▶ **Material provided**
=== Begin Enclosure ===

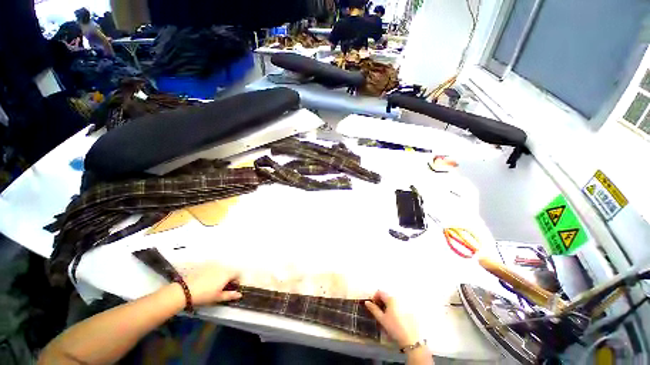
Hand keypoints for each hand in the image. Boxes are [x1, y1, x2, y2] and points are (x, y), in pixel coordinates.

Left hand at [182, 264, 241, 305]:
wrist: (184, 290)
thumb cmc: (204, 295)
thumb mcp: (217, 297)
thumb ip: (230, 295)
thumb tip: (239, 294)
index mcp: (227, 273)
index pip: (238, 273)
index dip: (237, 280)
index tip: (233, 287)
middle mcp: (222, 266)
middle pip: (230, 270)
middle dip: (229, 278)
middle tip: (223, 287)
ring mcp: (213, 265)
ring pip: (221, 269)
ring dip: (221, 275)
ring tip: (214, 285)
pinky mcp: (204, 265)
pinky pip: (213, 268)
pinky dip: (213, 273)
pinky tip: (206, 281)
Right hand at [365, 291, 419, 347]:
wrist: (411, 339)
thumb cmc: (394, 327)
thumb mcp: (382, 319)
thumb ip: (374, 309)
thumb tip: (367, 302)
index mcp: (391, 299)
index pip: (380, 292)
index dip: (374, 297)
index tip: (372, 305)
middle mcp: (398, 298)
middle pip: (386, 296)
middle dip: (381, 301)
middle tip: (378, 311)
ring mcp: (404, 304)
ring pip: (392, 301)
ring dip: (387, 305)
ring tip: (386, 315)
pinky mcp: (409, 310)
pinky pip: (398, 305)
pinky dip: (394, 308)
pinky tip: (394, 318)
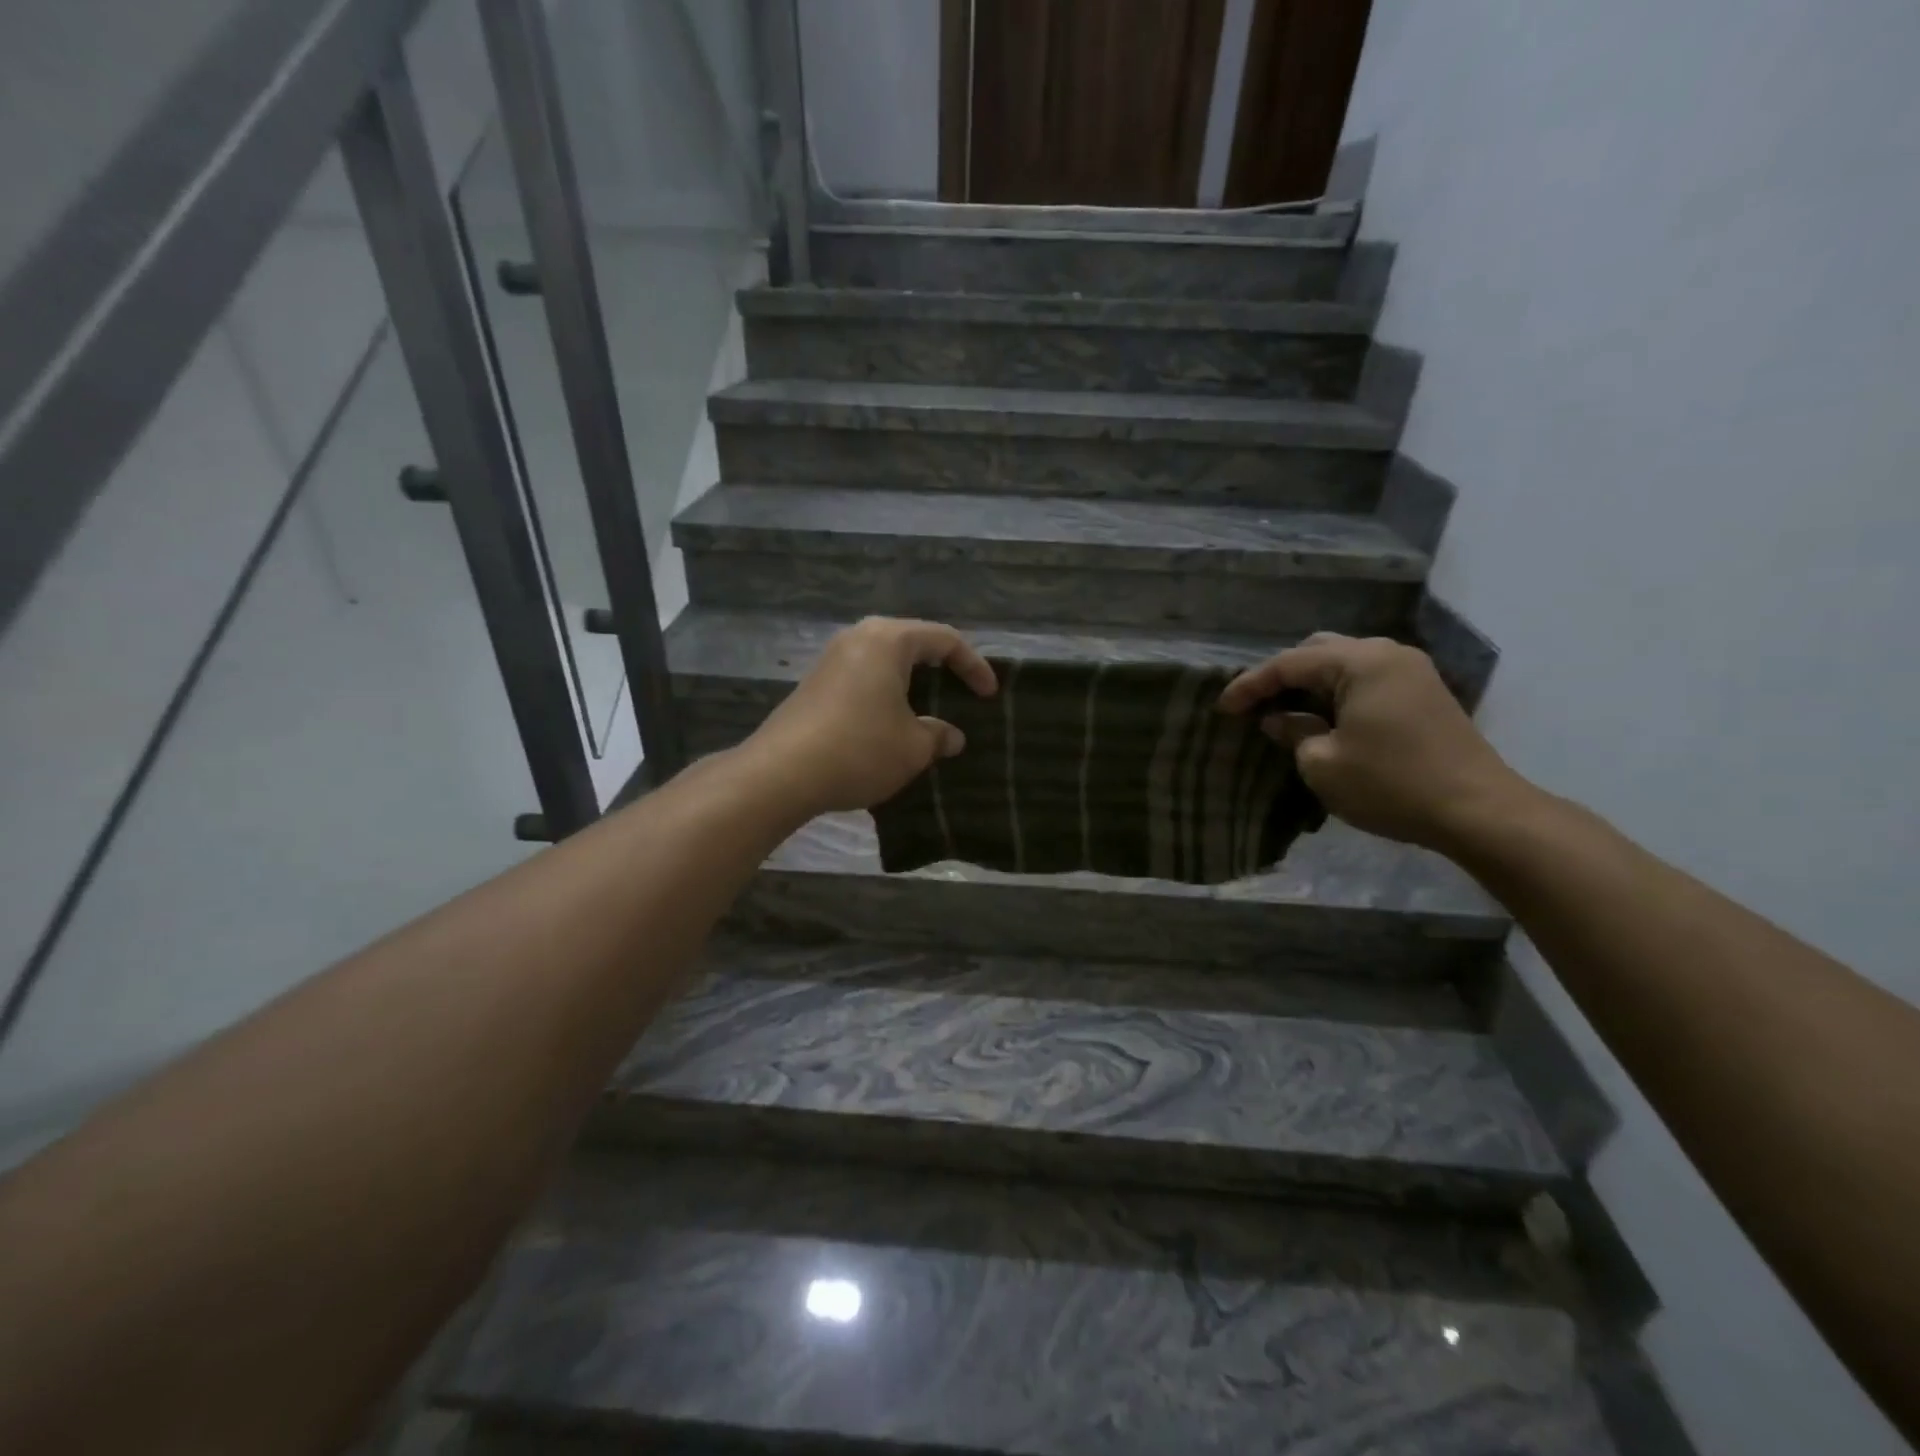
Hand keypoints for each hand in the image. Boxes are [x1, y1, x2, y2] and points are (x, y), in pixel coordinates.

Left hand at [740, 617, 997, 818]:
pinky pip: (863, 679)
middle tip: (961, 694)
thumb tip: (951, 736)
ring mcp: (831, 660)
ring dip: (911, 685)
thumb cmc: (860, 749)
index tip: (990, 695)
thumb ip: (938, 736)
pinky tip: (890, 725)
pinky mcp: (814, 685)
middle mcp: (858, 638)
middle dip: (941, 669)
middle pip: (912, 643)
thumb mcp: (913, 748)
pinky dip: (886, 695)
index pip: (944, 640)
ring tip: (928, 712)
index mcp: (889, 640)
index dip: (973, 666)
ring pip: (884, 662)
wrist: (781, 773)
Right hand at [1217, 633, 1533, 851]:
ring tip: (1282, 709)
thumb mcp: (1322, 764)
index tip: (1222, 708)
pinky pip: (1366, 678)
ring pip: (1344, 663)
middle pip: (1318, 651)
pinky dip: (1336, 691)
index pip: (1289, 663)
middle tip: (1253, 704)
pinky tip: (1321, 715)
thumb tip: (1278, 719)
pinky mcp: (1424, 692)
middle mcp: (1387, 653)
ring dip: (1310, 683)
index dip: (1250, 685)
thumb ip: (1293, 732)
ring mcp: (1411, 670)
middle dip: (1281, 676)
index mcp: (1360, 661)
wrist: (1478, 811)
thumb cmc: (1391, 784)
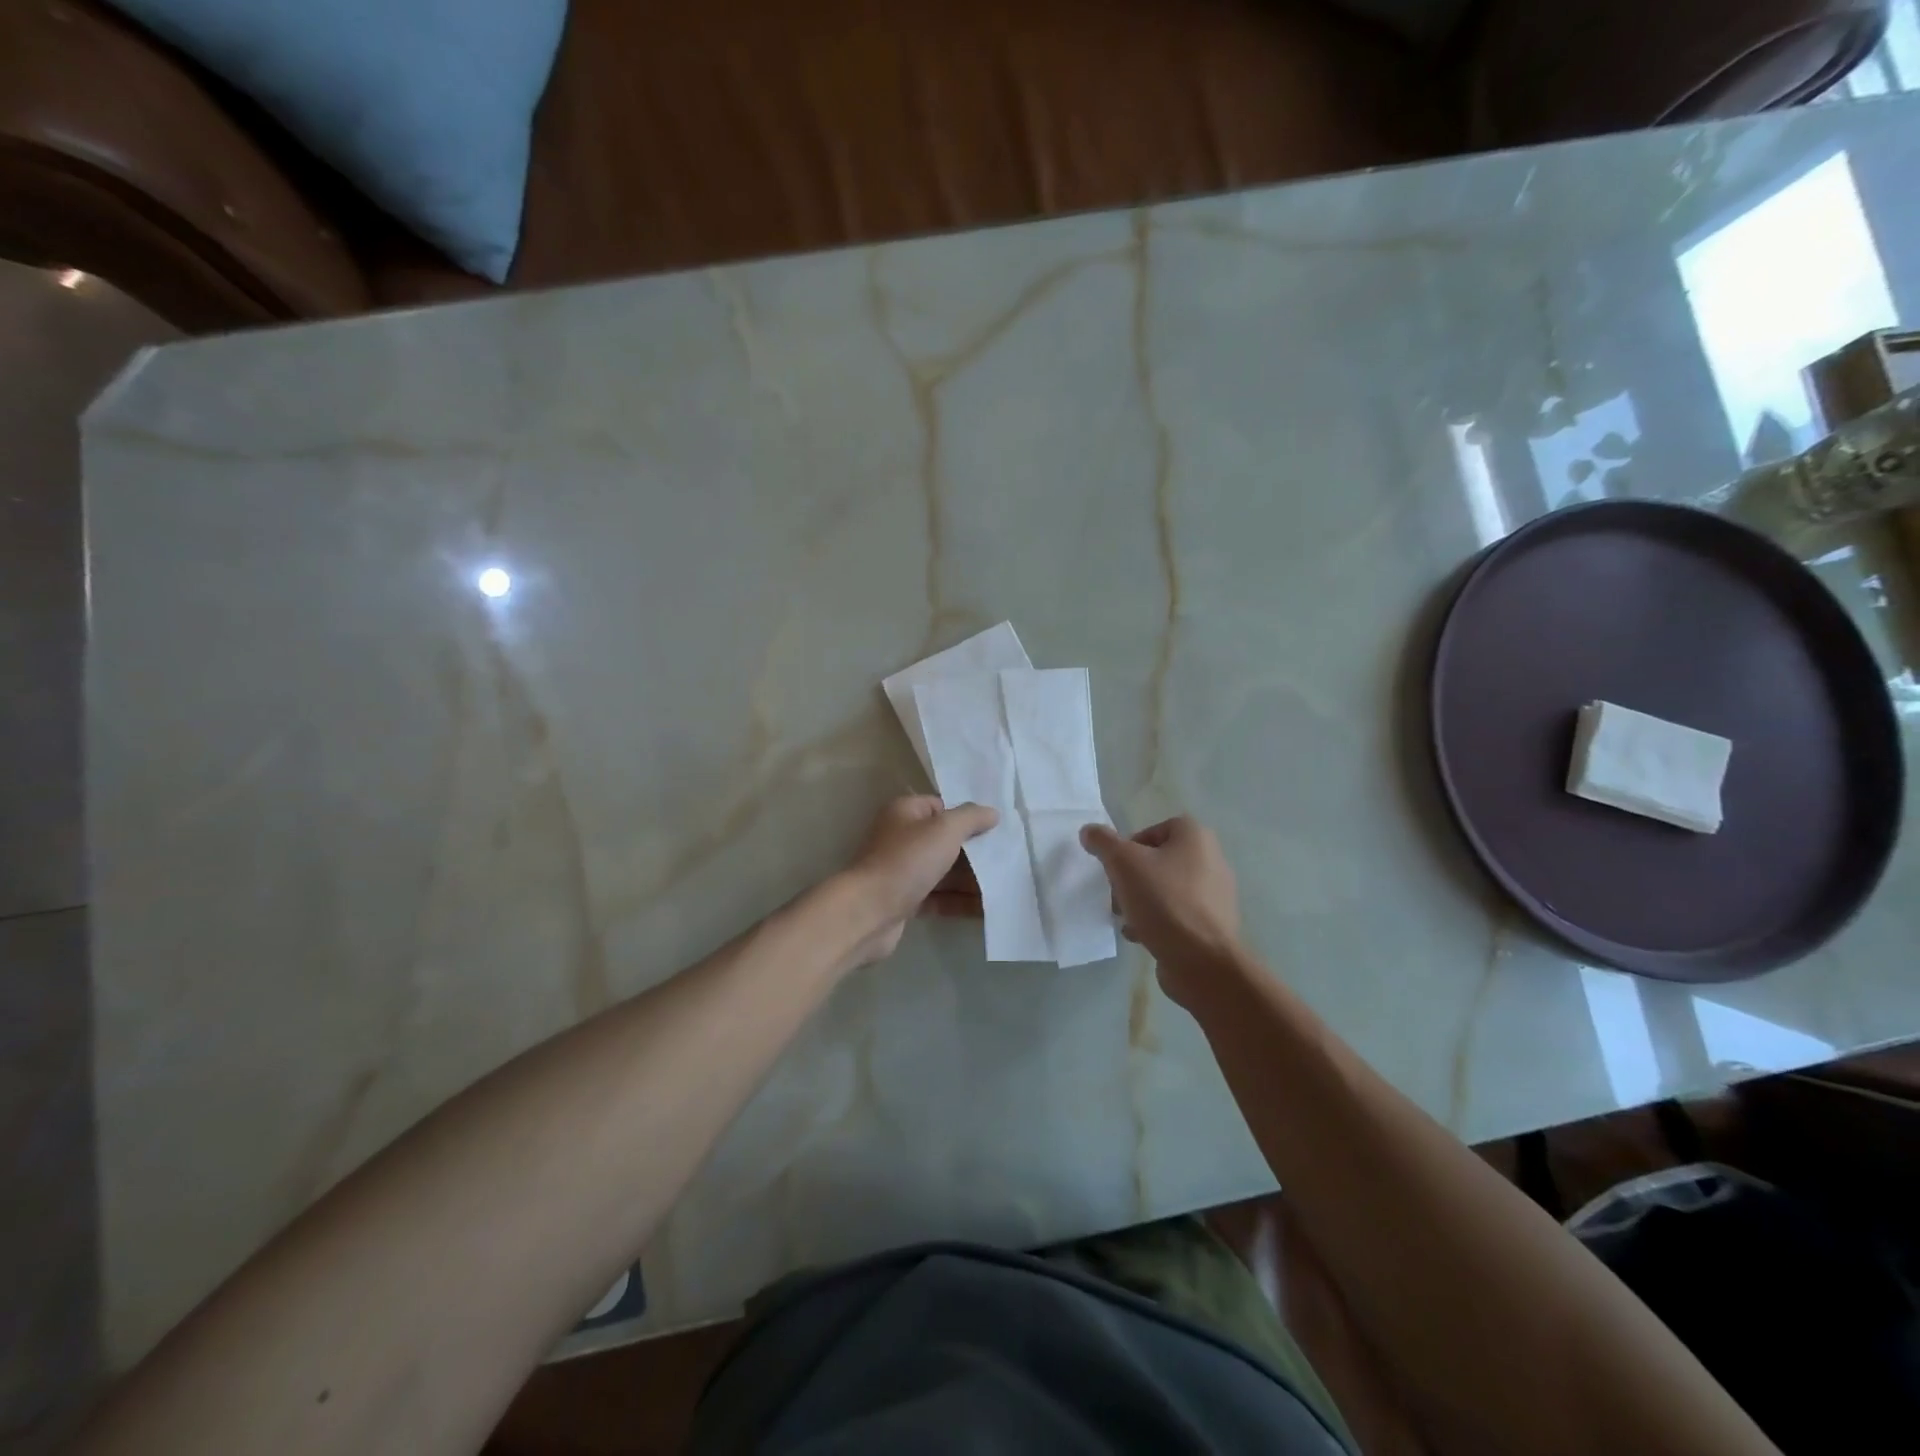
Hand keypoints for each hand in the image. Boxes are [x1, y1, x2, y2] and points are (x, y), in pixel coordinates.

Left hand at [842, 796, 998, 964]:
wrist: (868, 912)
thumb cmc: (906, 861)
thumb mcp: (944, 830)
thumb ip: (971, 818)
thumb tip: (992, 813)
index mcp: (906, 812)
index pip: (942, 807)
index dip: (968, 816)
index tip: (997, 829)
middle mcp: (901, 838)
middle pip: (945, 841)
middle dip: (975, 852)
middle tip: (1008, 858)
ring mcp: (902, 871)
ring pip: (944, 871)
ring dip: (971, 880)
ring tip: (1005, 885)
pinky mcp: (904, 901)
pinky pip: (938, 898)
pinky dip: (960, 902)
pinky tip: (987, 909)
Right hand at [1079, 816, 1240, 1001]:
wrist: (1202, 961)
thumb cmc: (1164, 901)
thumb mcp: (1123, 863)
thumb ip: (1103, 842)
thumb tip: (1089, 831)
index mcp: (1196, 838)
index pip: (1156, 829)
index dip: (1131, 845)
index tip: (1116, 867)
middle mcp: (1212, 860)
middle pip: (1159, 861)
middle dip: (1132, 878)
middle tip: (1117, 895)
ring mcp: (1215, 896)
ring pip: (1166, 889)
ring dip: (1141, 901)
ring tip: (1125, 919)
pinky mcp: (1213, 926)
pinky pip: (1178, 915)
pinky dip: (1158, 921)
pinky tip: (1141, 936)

=== End Enclosure ===

▶ **Exercise objective**
Scan the records above for the word "wrist" and return every line where it occurs.

▶ **Expected answer**
wrist: (184, 290)
wrist: (411, 339)
wrist: (781, 773)
wrist: (1478, 811)
wrist: (868, 912)
wrist: (1202, 961)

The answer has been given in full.